うつ病の鍼灸治療の期間はどれくらいなのか?

1. 状態や状況によって変わる治療期間

うつ病で当治療室に受診される方から「どれくらい鍼灸治療を続ければ効果が出るのか?」と質問されることがあります。治療期間はケースバイケースで、うつ病の発症原因、罹患期間、重症度、現在の生活状況、年齢などで大きく変化します。

例えば発症原因には親の介護疲れや会社でのハードワークなどの過労が原因となっているケース、幼少期における親からの幼児虐待(ネグレクト、暴力など)による心の傷から発症しているケース、会社や家族の人間関係が原因となっているケース、交通事故や怪我による外傷が引き金となっているケースなどがあり、それぞれのケースで治療期間が異なります。

2. 過労性うつや外傷性うつは比較的治療期間が短い

これらの原因の内、過労が原因のうつ病には鍼灸治療がとても効果的で治療期間も短い傾向にあります。

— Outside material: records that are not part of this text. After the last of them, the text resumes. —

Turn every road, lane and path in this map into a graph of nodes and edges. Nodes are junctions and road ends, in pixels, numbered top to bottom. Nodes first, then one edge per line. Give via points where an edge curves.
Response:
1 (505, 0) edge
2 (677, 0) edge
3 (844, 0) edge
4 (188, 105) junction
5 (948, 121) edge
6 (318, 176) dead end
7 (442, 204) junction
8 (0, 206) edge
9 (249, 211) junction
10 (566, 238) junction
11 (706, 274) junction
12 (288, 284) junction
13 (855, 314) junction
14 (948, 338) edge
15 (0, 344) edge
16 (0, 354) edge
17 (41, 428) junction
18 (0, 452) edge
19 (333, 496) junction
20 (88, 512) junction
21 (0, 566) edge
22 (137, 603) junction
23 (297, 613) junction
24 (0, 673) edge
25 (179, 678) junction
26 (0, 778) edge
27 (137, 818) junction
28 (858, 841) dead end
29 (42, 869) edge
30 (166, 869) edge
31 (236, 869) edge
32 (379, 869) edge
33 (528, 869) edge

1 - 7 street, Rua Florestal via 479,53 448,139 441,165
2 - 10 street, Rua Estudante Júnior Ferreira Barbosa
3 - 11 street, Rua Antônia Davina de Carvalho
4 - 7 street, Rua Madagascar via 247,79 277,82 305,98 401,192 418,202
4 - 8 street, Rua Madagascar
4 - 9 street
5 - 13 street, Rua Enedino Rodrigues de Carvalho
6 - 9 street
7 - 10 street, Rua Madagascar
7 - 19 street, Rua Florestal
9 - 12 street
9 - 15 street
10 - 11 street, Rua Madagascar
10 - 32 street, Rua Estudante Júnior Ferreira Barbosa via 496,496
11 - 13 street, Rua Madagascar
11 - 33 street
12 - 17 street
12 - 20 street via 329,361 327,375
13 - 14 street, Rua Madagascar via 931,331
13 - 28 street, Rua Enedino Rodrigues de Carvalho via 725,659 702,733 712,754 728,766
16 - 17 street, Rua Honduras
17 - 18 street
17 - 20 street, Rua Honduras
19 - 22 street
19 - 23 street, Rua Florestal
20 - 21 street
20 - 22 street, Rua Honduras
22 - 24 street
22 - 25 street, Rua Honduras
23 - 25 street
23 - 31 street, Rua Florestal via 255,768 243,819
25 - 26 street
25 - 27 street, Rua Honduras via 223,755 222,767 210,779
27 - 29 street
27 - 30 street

また外傷が原因となっているケースも、外傷の程度にもよりますが、比較的鍼灸治療が効果的で治療期間も過労性のうつ病に準じます。

3. 人間関係からくるうつ病は長期間の治療が必要になることも

人間関係が原因となっているケースでは、その原因が緩和できるかどうかで鍼灸治療の効果や治療期間が左右されます。また心理カウンセリングが必要になることもあり、長期間に渡ることもあります。幼少期のトラウマを抱えているケースでは、鍼灸治療は補助的に用い、基本的に心理カウンセリングで抑圧している怒りの発散や怒りの奥に隠れている深い悲しみを癒す必要があり、治療期間も年単位になります。

鍼灸治療が最も適している過労性のうつ病では5回ほどの施術で変化が出始め、10回ほどの施術で確かな変化が認められる傾向にあります。多くのケースで約3ヶ月ほどの治療期間で大きな効果を感じられています。うつ病の症状が楽になった後の治療間隔は、月に2回、月に1回と減らしていき、その後のペースはご本人の判断にお任せしています。過労性以外の心理カウンセリングが必要になるうつ病に関しては、これよりも長い治療期間になる傾向にあります。

このようにうつ病における鍼灸治療の期間は、その原因一つとっても違いがあります。実際は鍼灸治療の感受性も含めて、治療後の変化を読みながら治療期間の予測をすることがほとんどです。今回記述した治療期間を一つの目安として判断材料にして頂ければと思います。